Read This: George Takei doesn’t want to see Muslims interned as he was
Star Trek actor and social media presence George Takei has been very open in discussing his early childhood, when he and his family were taken from their home and placed in an internment camp for Japanese Americans during World War II. In the wake of last week’s election, Takei sees that something similar could happen in America again, only this time to Muslims, and he wants to prevent it. He voices these concerns in a somber new Washington Post editorial, prompted in large part by a startling Fox News interview between Megyn Kelly and pro-Trump spokesman Carl Higbie. In that conversation, Higbie seemed to suggest that the Japanese internment camps of the 1940s established “a precedent” for creating a national Muslim registry. Higbie’s exact words: “We did it during World War II with Japanese, which, you know, call it what you will.”
The actor writes:
Stop and consider these words. The internment was a dark chapter of American history, in which 120,000 people, including me and my family, lost our homes, our livelihoods, and our freedoms because we happened to look like the people who bombed Pearl Harbor.
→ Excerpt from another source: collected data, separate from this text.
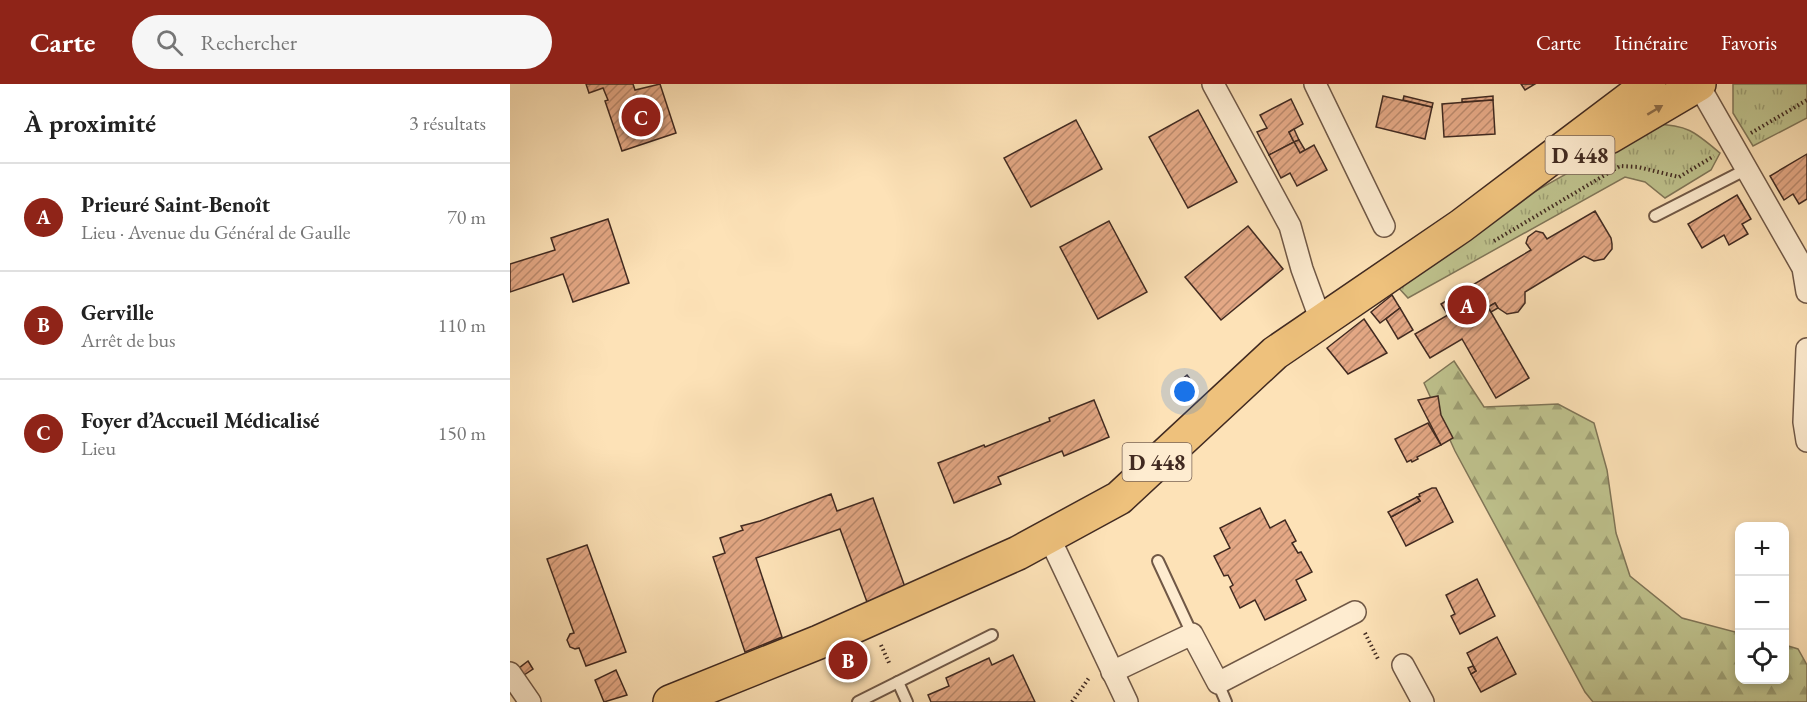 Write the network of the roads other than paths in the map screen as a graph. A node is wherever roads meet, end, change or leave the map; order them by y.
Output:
1 (1213, 84) edge
2 (1315, 84) edge
3 (1649, 84) edge
4 (1698, 84) edge
5 (1747, 169) junction
6 (1655, 216) dead end
7 (1384, 226) dead end
8 (1461, 226) junction
9 (1807, 292) edge
10 (1321, 321) junction
11 (1807, 349) edge
12 (1807, 441) edge
13 (1048, 537) junction
14 (1158, 561) dead end
15 (1355, 612) road end
16 (1192, 633) junction
17 (992, 635) dead end
18 (1403, 665) dead end
19 (1112, 672) junction
20 (510, 673) edge
21 (898, 682) junction
22 (1222, 693) edge
23 (530, 702) edge
24 (670, 702) edge
25 (858, 702) edge
26 (908, 702) edge
27 (1127, 702) edge
28 (1423, 702) edge

1 - 10 street
2 - 7 street
3 - 8 main road, D 448
4 - 5 street
8 -> 4 main road, D 448
5 - 6 lane
5 - 9 street
8 - 10 main road, D 448
10 - 13 main road, D 448
11 - 12 street
13 - 19 street
13 - 24 main road, D 448
14 - 16 lane
15 - 22 street
16 - 19 street
16 - 22 street
17 - 21 lane
18 - 28 street
19 - 27 street
20 - 23 street
21 - 25 lane
21 - 26 lane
Higbie speaks of the internment in the abstract, as a “precedent” or a policy, ignoring the true human tragedy that occurred.
The fact that the interment occurred during the Franklin D. Roosevelt administration shows that “demagoguery and race-baiting knows no party.” The American government eventually apologized for the camps, but Trump himself has not officially condemned Roosevelt’s decision. Here, Takei quotes Trump: “I certainly hate the concept of it. But I would have had to be there at the time to give you a proper answer.”
It is Takei’s contention that “constitutional rights and protections” take precedence over national security. Moreover, security cannot be used as an excuse for “ethnic or religious discrimination.” America should have learned that lesson decades ago.